Earlier this year the National Registry of Exonerations reported that there were 125 exonerations in 2014, an all-time high. The Registry says it has documented more than 1,500 exonerations since 1989.

One reason for the rising number is that several cities have created “conviction integrity units,” which are charged with examining convictions based on questionable evidence. Of course, those integrity units’ growing success rate means society has sent a lot of innocent people to jail.

My state of Texas, for example, provided the highest number of exonerations: 39. Does that also mean that Texas has led the way in falsely convicting the innocent? Or maybe the state is just more aggressive if reevaluating past convictions.

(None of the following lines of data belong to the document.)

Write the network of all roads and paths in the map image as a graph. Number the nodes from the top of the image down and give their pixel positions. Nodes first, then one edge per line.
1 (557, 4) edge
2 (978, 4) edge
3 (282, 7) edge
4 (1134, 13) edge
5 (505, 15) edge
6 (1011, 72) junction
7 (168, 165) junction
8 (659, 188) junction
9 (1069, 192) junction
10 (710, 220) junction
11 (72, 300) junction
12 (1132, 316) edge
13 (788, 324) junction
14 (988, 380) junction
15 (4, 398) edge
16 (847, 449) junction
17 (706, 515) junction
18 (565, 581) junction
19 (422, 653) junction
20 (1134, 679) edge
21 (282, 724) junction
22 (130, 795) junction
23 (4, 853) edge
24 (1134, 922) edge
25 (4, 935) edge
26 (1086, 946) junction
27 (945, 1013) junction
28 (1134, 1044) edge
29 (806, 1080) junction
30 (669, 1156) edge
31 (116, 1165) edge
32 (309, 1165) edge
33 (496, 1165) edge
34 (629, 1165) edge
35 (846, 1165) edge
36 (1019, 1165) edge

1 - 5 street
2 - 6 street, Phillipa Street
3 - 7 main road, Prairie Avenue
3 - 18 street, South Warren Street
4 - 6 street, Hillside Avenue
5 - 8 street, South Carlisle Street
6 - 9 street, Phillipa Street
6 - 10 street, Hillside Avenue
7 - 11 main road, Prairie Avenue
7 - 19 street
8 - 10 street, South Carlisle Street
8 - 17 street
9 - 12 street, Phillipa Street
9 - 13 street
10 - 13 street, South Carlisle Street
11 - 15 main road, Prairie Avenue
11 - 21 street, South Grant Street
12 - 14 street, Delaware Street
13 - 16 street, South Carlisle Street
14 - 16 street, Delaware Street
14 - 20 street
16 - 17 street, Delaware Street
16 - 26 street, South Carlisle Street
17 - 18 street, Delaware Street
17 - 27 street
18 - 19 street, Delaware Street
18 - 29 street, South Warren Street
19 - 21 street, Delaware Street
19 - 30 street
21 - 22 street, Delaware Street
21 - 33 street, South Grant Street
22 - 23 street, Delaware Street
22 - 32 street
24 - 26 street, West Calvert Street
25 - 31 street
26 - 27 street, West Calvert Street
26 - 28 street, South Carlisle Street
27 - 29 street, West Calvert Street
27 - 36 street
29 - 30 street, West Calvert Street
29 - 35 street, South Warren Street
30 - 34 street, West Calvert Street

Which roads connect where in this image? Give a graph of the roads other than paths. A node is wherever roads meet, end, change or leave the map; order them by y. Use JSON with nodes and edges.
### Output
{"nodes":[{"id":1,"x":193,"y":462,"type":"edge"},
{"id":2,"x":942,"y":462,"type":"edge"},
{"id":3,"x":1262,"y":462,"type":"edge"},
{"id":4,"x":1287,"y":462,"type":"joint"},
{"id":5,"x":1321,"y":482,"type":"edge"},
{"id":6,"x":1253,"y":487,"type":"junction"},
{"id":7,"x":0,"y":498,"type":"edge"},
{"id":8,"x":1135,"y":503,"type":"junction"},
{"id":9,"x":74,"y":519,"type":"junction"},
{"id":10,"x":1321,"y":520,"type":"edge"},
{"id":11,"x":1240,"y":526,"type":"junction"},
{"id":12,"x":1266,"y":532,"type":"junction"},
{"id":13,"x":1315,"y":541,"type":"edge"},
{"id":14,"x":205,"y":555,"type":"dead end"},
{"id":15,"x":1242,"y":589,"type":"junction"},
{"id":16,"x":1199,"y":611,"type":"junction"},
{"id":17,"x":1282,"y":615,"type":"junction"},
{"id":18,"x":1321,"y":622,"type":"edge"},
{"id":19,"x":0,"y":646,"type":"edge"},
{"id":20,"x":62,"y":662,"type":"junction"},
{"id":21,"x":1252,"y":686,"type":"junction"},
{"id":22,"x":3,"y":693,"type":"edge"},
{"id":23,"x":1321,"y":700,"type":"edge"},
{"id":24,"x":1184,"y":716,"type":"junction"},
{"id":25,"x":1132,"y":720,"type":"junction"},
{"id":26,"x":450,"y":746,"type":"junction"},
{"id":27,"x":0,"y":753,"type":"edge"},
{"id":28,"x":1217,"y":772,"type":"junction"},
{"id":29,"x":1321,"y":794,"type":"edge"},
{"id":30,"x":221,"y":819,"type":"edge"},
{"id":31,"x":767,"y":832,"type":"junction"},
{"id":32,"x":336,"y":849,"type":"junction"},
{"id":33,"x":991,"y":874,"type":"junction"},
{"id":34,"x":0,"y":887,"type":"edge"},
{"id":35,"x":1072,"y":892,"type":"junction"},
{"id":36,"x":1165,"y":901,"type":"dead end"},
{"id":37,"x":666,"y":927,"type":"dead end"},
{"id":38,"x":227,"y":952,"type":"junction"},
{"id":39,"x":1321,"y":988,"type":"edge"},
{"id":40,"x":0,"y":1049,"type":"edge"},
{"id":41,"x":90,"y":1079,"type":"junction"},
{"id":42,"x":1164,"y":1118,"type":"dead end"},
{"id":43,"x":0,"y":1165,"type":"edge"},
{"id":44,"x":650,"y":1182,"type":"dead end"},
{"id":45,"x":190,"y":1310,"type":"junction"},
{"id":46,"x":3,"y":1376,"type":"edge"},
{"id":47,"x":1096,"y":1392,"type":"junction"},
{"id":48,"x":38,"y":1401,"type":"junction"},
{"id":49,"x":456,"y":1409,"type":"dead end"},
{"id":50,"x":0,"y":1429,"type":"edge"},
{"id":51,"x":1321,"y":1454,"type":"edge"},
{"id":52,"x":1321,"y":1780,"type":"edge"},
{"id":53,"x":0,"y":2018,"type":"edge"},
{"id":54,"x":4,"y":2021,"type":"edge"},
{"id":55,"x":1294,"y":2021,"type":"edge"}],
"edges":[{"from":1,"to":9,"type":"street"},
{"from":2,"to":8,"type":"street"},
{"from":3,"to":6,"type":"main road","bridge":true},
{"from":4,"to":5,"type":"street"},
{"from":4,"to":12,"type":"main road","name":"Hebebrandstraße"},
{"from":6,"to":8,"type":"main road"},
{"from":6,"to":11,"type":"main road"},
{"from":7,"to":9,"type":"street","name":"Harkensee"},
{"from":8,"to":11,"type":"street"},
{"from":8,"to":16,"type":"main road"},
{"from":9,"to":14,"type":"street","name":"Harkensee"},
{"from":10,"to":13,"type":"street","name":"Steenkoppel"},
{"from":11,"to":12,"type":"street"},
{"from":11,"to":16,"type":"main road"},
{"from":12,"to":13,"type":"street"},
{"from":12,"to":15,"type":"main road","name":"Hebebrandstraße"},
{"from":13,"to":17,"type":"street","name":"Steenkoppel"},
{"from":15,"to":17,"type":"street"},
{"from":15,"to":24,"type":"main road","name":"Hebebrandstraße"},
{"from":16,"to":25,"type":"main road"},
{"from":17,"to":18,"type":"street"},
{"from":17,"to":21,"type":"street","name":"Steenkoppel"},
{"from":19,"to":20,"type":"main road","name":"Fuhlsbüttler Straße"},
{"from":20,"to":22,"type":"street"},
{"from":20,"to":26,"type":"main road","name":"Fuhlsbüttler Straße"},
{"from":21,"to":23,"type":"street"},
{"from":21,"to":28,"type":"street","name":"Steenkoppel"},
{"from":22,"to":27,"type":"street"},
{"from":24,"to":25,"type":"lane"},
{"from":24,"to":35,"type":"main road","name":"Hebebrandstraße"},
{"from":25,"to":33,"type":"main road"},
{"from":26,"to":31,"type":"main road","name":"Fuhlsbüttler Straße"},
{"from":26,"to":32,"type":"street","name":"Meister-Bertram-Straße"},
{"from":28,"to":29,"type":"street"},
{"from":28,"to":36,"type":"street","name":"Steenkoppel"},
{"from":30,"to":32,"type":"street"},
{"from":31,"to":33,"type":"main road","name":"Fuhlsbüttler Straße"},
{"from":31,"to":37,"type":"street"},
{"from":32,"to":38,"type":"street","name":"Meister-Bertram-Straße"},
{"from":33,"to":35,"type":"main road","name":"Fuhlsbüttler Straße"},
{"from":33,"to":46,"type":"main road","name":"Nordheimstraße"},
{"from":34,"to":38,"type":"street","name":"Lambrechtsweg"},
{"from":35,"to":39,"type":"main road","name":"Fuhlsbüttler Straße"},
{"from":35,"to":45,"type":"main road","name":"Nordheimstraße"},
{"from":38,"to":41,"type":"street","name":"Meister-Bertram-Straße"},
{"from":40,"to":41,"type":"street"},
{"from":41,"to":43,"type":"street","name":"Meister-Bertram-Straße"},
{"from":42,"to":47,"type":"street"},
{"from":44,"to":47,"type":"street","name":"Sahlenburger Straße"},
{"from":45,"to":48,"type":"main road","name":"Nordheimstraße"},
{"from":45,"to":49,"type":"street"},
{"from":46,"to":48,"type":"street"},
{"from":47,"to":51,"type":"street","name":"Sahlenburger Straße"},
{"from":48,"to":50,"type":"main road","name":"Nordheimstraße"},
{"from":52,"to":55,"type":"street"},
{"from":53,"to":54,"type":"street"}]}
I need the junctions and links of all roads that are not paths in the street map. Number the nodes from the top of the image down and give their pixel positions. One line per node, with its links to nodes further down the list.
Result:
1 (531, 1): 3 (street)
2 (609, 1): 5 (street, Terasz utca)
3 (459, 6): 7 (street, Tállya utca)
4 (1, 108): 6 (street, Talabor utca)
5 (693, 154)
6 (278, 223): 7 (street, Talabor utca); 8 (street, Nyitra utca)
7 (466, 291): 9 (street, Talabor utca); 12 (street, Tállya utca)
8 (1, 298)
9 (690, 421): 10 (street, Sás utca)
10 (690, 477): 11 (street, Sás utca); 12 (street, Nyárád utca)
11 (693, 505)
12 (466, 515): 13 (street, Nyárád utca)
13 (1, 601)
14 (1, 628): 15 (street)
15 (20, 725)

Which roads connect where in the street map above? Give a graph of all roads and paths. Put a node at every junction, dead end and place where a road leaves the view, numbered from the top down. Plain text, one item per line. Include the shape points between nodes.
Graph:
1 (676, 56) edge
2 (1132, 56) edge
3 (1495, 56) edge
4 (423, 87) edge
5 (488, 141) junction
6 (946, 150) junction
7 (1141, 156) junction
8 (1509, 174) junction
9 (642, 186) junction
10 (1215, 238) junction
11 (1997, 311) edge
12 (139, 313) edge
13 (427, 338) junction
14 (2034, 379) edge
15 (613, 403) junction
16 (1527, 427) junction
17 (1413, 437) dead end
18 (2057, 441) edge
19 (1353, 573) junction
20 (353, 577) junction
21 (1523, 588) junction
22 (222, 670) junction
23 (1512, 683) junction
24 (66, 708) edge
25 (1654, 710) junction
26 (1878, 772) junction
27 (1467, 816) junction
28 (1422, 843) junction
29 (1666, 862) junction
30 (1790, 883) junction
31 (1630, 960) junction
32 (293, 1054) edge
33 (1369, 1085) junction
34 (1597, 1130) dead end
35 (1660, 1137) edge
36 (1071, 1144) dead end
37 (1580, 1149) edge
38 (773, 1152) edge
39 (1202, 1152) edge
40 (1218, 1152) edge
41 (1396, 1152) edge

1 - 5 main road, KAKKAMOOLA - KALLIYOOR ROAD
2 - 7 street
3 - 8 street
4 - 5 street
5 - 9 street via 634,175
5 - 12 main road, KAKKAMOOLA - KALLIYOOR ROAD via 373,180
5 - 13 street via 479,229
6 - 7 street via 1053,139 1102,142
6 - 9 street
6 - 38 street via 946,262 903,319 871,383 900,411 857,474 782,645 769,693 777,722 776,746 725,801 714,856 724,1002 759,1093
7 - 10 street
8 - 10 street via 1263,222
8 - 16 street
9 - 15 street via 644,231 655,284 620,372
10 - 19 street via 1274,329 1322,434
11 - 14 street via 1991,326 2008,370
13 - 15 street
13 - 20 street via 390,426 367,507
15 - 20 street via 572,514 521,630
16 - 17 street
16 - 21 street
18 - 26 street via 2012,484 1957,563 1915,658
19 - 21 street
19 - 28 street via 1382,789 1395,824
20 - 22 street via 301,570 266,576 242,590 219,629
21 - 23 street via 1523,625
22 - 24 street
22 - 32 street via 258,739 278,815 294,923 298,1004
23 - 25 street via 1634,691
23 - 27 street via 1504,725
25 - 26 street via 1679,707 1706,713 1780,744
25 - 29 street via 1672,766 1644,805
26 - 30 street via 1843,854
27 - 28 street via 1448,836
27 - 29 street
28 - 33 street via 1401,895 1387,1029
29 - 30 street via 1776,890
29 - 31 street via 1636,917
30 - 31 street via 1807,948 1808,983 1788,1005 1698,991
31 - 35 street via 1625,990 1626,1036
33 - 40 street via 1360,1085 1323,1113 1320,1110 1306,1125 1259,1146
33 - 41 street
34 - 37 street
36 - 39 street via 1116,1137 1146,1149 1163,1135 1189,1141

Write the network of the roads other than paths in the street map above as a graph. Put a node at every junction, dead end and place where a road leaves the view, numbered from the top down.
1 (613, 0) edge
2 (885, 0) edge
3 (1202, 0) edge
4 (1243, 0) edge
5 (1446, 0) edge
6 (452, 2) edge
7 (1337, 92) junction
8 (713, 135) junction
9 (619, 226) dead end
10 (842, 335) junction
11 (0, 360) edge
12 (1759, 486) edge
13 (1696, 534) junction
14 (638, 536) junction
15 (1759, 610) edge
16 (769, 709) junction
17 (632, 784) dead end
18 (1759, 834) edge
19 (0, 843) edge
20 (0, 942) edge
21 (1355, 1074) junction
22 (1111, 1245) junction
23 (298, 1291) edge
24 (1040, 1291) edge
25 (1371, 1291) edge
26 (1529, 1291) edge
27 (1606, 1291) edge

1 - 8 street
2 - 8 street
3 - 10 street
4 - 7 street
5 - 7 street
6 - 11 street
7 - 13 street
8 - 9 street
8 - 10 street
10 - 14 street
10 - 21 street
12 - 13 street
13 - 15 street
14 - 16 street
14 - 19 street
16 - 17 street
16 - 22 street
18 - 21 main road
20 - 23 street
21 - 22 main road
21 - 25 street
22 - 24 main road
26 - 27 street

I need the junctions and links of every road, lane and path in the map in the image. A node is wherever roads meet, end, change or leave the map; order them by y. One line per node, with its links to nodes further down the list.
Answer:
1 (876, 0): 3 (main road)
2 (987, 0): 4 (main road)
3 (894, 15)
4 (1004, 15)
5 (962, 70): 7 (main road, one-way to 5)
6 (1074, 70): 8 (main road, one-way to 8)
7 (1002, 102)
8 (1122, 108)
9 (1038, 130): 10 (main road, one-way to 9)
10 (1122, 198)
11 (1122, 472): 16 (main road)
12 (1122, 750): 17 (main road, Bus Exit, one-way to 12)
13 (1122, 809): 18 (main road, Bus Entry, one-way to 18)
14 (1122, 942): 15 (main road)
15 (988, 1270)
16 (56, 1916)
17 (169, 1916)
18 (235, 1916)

Another important reason for the rising exonerations has been due to the work of the Innocence Project, which pushes judicial systems to have DNA samples tested if available. Dallas has led the way in DNA exonerations, in part because the city stored DNA evidence, which many other jurisdictions didn’t do.

And while factors such as faulty witness testimony (34 percent of the exonerations) or false confessions (13 percent) played a contributing role in the wrongful convictions, so did perjury or false accusations (56 percent), and another 46 percent included some form of official misconduct.

If that’s not bad enough, now we learn that the FBI’s forensic unit examiners inaccurately testified against hundreds of defendants for nearly two decades, up to the year 2000 (the latest year the report studied).

According to a Washington Post story, “Of 28 examiners with the FBI Laboratory’s microscopic hair comparison unit, 26 overstated forensic matches in ways that favored prosecutors in more than 95 percent of the 268 trials reviewed so far, according to the National Association of Criminal Defense Lawyers (NACDL) and the Innocence Project.”

“Overstating forensic matches” is bad when the state is considering, say, assault and battery, but it can be deadly, literally, when the alleged crime is homicide. We learn from this same report, “The cases include those of 32 defendants sentenced to death. Of those, 14 have been executed or died in prison …” The Registry says 45 percent of its exonerations were homicide cases.

Analysts are quick to point out that the finding doesn’t mean the convictions based on the FBI’s findings were always wrong; there was often other evidence presented that could have led to the conviction.

But did the FBI’s testimony provide the nudge in some cases that pushed the jury over the guilty line? Would a jury have still convicted but opted for, say, life in prison instead of the death penalty without the FBI’s overstatements? We will probably never know.

Conservatives, and the public at large, have typically been very supportive of law enforcement, perhaps assuming that the lethargies, inefficiencies and overreaches that plague most bureaucracies don’t invade the law enforcement realm. But the evidence no longer supports that assumption.

Conservatives can still back the principle of the death penalty for those who are clearly guilty of heinous crimes—convicted Boston bombing killer Dzhokhar Tsarnaev comes to mind. But they must bring their well-founded, big-government skepticism to the justice system—because it too is part of the government.

What do you think?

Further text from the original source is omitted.